O sol, tímido, dourava as ondas pequenas com o cuidado de quem acende uma vela.
O vendedor de mate passava, se preparando para um longo dia.
Senhores jogavam dominó na sombra.
Uma moça caminhava sozinha, sorrindo para o nada — ou para tudo.
Nos meus fones, os Titãs:
“Devia ter amado mais, ter chorado mais...”
Ah, o velho lamento moderno.
Um epitáfio cantado com a sabedoria que só chega tarde demais.
Mas... será mesmo tarde?
Espinosa dizia que o arrependimento não é virtude — é só a falta de compreensão da ordem natural das coisas. Nada poderia ter sido diferente.

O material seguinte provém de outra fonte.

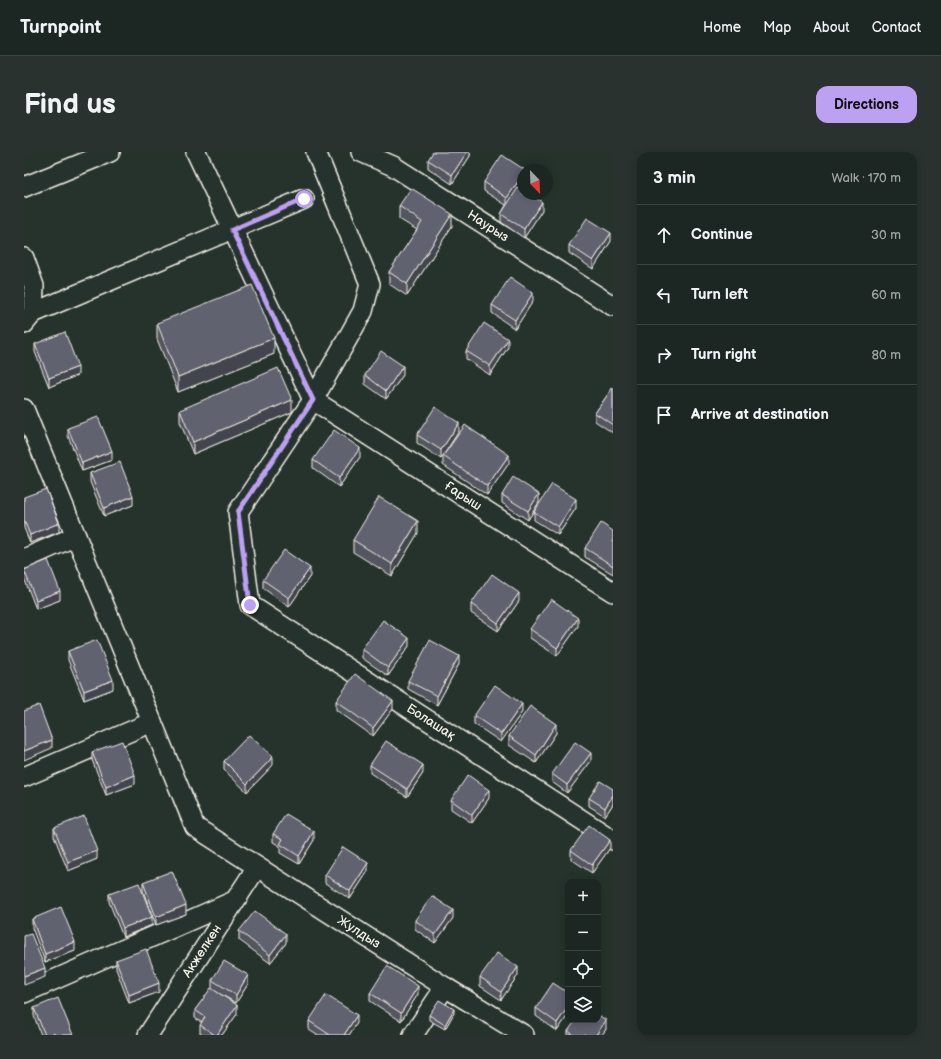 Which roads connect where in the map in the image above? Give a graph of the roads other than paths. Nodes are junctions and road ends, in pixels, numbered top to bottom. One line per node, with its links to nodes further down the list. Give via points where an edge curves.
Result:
1 (110, 152): 5 (street)
2 (196, 152): 7 (street)
3 (316, 152): 11 (street, via 370,284 362,311)
4 (360, 152): 9 (street, Наурыз, via 394,166)
5 (24, 187)
6 (304, 199): 7 (street)
7 (232, 230): 10 (street); 11 (street)
8 (24, 258): 10 (street, via 34,286)
9 (613, 306)
10 (29, 318)
11 (313, 400): 15 (street, Ғарыш); 18 (street, Болашақ, via 238,512 250,605)
12 (24, 409): 13 (street)
13 (76, 536): 14 (street); 16 (street)
14 (24, 559)
15 (613, 592)
16 (152, 722): 17 (street); 19 (street, Жулдыз, via 195,827)
17 (24, 777)
18 (613, 840)
19 (257, 866): 20 (street, Акжелкен); 21 (street, Жулдыз)
20 (234, 901): 22 (street); 23 (street, Акжелкен)
21 (445, 987): 24 (street); 25 (street, Жулдыз)
22 (24, 993)
23 (148, 1035)
24 (413, 1035)
25 (524, 1035)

Tudo o que é, é como devia ser.
O Tao, ao lado, sorri com os olhos fechados:
Wu Wei, meu caro — agir sem forçar, viver sem brigar com a maré.
O que passou, passou, como o bonde antigo da saudade que desce pelas ladeiras de Santa Teresa: não se corre atrás. Melhor sentar, abrir um mate gelado e ver o pôr do sol no Arpoador.
“Devia ter aceitado as pessoas como elas são.”
Sim.
Porque tentar forçar o mundo a caber no nosso molde é como querer represar o mar com as mãos. O Tao — e também Sartre — nos lembram que a liberdade do outro é incontrolável.
E é justamente aí que mora o abismo... e a beleza.
Aceitar é um ato raro de coragem.
De amor.
“O acaso vai me proteger enquanto eu andar distraído.”
Essa frase tem cheiro de mar e filosofia zen.
Andar distraído é confiar.
É viver sem mapa.
Deixar que o vento leve, como o samba que nasce no improviso.
Não é alienação — é fé no fluxo.
É o jeito carioca e taoísta de existir: leveza como resistência.
E então o verso que corta, como navalha doce:
“Devia ter morrido de amor.”
Mas quem morre de amor... morre vivo.
Desaparece do ego e aparece no mundo.
É isso que Espinosa chamava de beatitudo — o contentamento de quem vive de acordo com sua natureza. Não se luta contra a onda. Surfa-se nela.
Epitáfio, no fim, não é só lamento — é aprendizado.
Uma brisa boa soprando da Lagoa ao Vidigal, dizendo baixinho, como quem não quer atrapalhar a manhã: ainda dá tempo.
De se distrair com o agora.
De amar como quem se molha numa chuva de verão.
De trabalhar menos e olhar mais o céu.
De viver sem medo da falta, porque o acaso, no fundo, é só outro nome do Tao — e o Rio, talvez, seja o lugar onde ele mais gosta de passear.